_Task prompt:_ Wherever a picture appears in the listing, leave it out, and copy the rest exactly.

_Given information:_
::::::
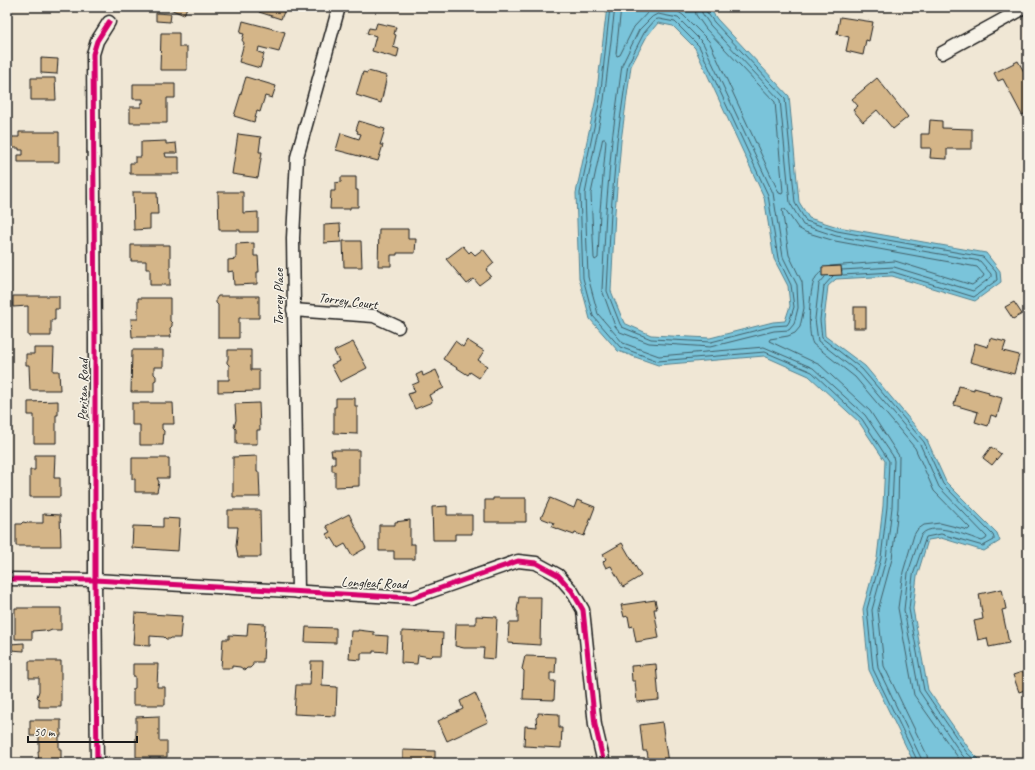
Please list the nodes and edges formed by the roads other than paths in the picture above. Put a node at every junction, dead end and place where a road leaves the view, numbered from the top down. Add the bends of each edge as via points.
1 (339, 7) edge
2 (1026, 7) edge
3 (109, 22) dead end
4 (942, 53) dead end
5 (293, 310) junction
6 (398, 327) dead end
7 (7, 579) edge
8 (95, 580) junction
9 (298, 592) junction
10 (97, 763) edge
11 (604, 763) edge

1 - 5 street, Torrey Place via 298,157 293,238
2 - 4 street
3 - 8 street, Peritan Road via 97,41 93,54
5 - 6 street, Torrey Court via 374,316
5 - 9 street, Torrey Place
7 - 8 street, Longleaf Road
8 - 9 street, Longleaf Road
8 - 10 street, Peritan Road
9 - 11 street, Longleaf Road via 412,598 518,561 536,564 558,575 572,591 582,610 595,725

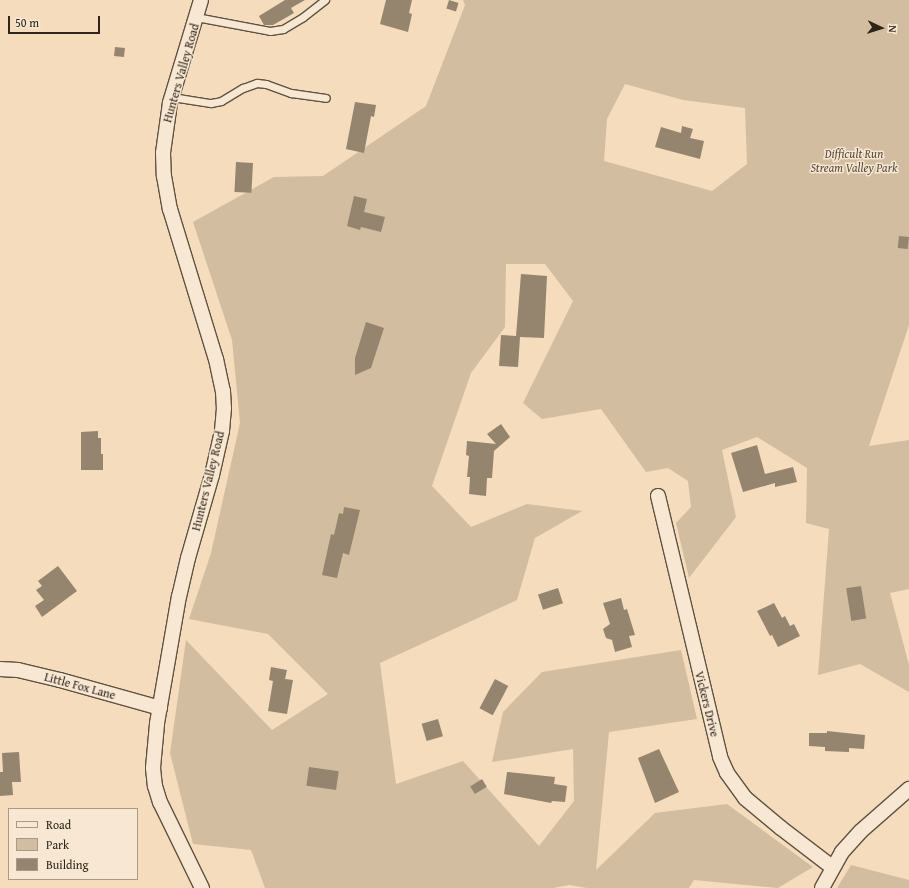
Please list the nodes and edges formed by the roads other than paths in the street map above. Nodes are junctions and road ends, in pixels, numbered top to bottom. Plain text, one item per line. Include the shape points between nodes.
::::::
_Result for this task:_
Please list the nodes and edges formed by the roads other than paths in the picture above. Put a node at every junction, dead end and place where a road leaves the view, numbered from the top down. Add the bends of each edge as via points.
1 (339, 7) edge
2 (1026, 7) edge
3 (109, 22) dead end
4 (942, 53) dead end
5 (293, 310) junction
6 (398, 327) dead end
7 (7, 579) edge
8 (95, 580) junction
9 (298, 592) junction
10 (97, 763) edge
11 (604, 763) edge

1 - 5 street, Torrey Place via 298,157 293,238
2 - 4 street
3 - 8 street, Peritan Road via 97,41 93,54
5 - 6 street, Torrey Court via 374,316
5 - 9 street, Torrey Place
7 - 8 street, Longleaf Road
8 - 9 street, Longleaf Road
8 - 10 street, Peritan Road
9 - 11 street, Longleaf Road via 412,598 518,561 536,564 558,575 572,591 582,610 595,725

Please list the nodes and edges formed by the roads other than paths in the street map above. Nodes are junctions and road ends, in pixels, numbered top to bottom. Plain text, one item per line. Include the shape points between nodes.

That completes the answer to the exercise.